TRY IT -
For this task, copy all of the data below exactly and skip the pictures.

DATASET RECORDS Start Marker

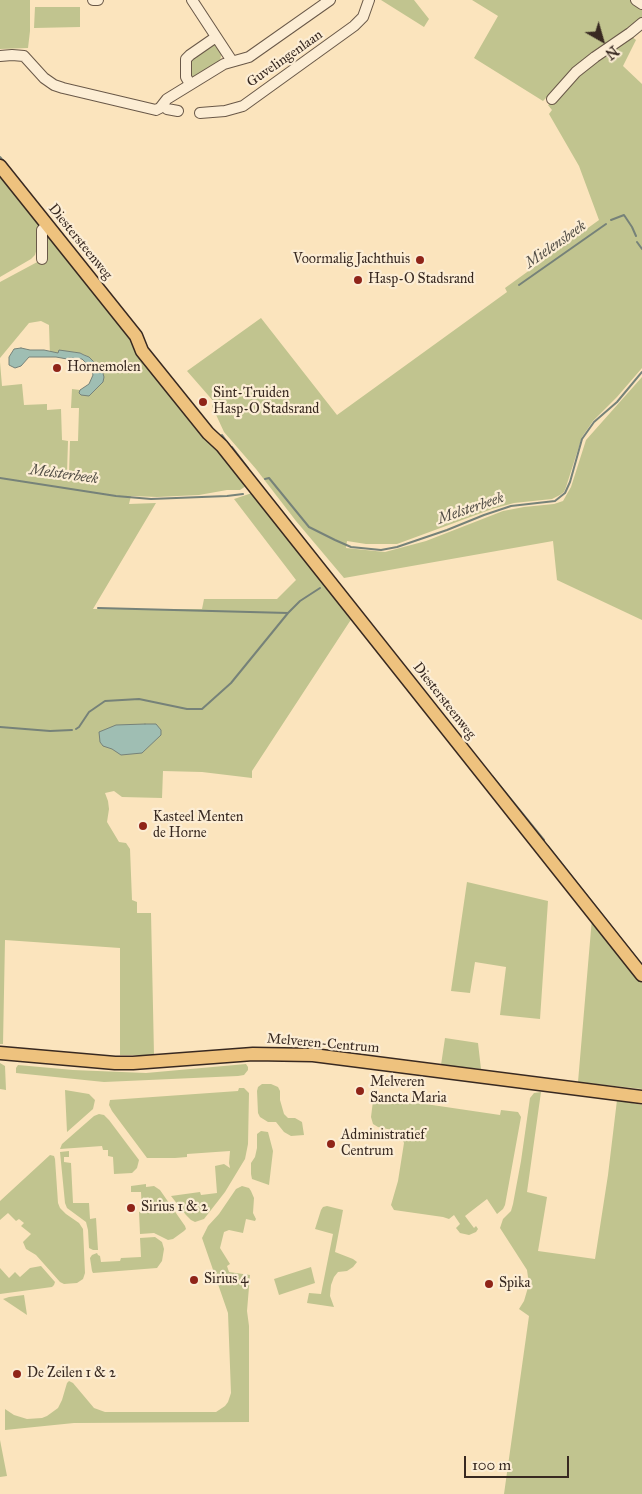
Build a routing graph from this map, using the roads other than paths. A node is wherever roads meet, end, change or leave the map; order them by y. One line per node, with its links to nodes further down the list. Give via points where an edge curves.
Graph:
1 (93, 0): 2 (street)
2 (98, 0)
3 (192, 0): 9 (street)
4 (330, 0): 11 (street, via 249,57)
5 (369, 0): 16 (street, Guvelingenlaan, via 363,17 354,26 243,106)
6 (636, 0): 7 (street)
7 (642, 4)
8 (642, 23): 13 (street, via 576,72)
9 (216, 37): 11 (street); 12 (street, via 186,59 186,77)
10 (0, 56): 14 (street, via 24,56 44,78 63,88 156,110)
11 (232, 61): 12 (street)
12 (190, 84): 14 (street)
13 (552, 99)
14 (163, 105): 15 (street, via 167,110)
15 (178, 111)
16 (200, 113)
17 (0, 166): 18 (main road, Diestersteenweg)
18 (47, 225): 19 (street, via 42,230); 20 (main road, Diestersteenweg, via 136,336 142,351 222,446)
19 (42, 259)
20 (642, 975)
21 (0, 1054): 22 (main road, Melveren-Centrum, via 124,1063 253,1054 313,1055)
22 (642, 1097)

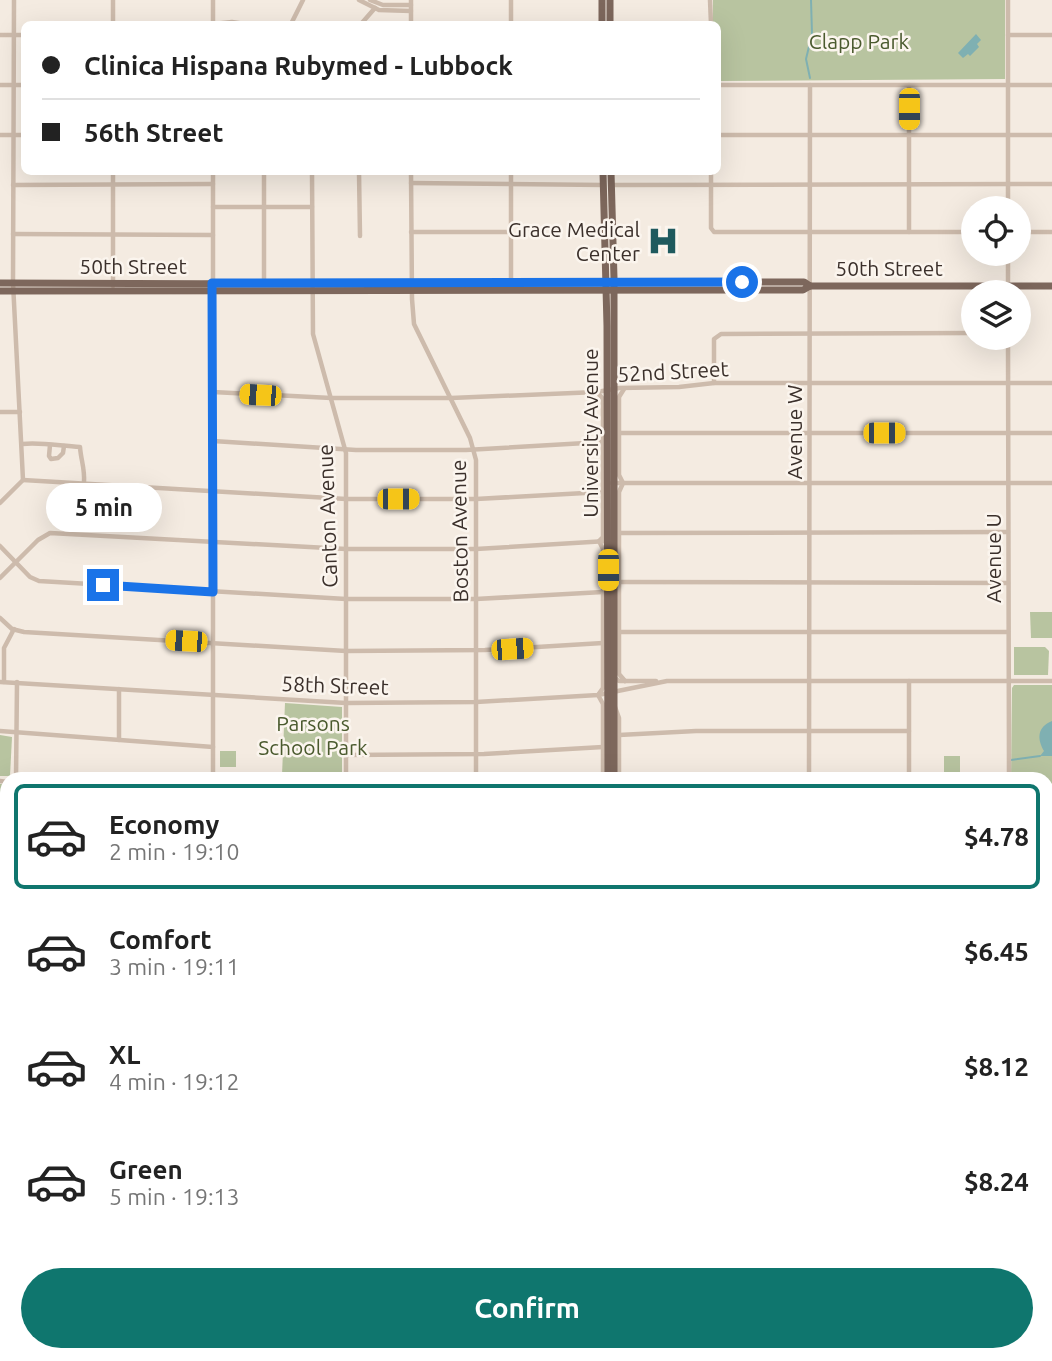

DATASET RECORDS End Marker

RESULT BELOW -
Build a routing graph from this map, using the roads other than paths. A node is wherever roads meet, end, change or leave the map; order them by y. One line per node, with its links to nodes further down the list. Give via points where an edge curves.
Graph:
1 (93, 0): 2 (street)
2 (98, 0)
3 (192, 0): 9 (street)
4 (330, 0): 11 (street, via 249,57)
5 (369, 0): 16 (street, Guvelingenlaan, via 363,17 354,26 243,106)
6 (636, 0): 7 (street)
7 (642, 4)
8 (642, 23): 13 (street, via 576,72)
9 (216, 37): 11 (street); 12 (street, via 186,59 186,77)
10 (0, 56): 14 (street, via 24,56 44,78 63,88 156,110)
11 (232, 61): 12 (street)
12 (190, 84): 14 (street)
13 (552, 99)
14 (163, 105): 15 (street, via 167,110)
15 (178, 111)
16 (200, 113)
17 (0, 166): 18 (main road, Diestersteenweg)
18 (47, 225): 19 (street, via 42,230); 20 (main road, Diestersteenweg, via 136,336 142,351 222,446)
19 (42, 259)
20 (642, 975)
21 (0, 1054): 22 (main road, Melveren-Centrum, via 124,1063 253,1054 313,1055)
22 (642, 1097)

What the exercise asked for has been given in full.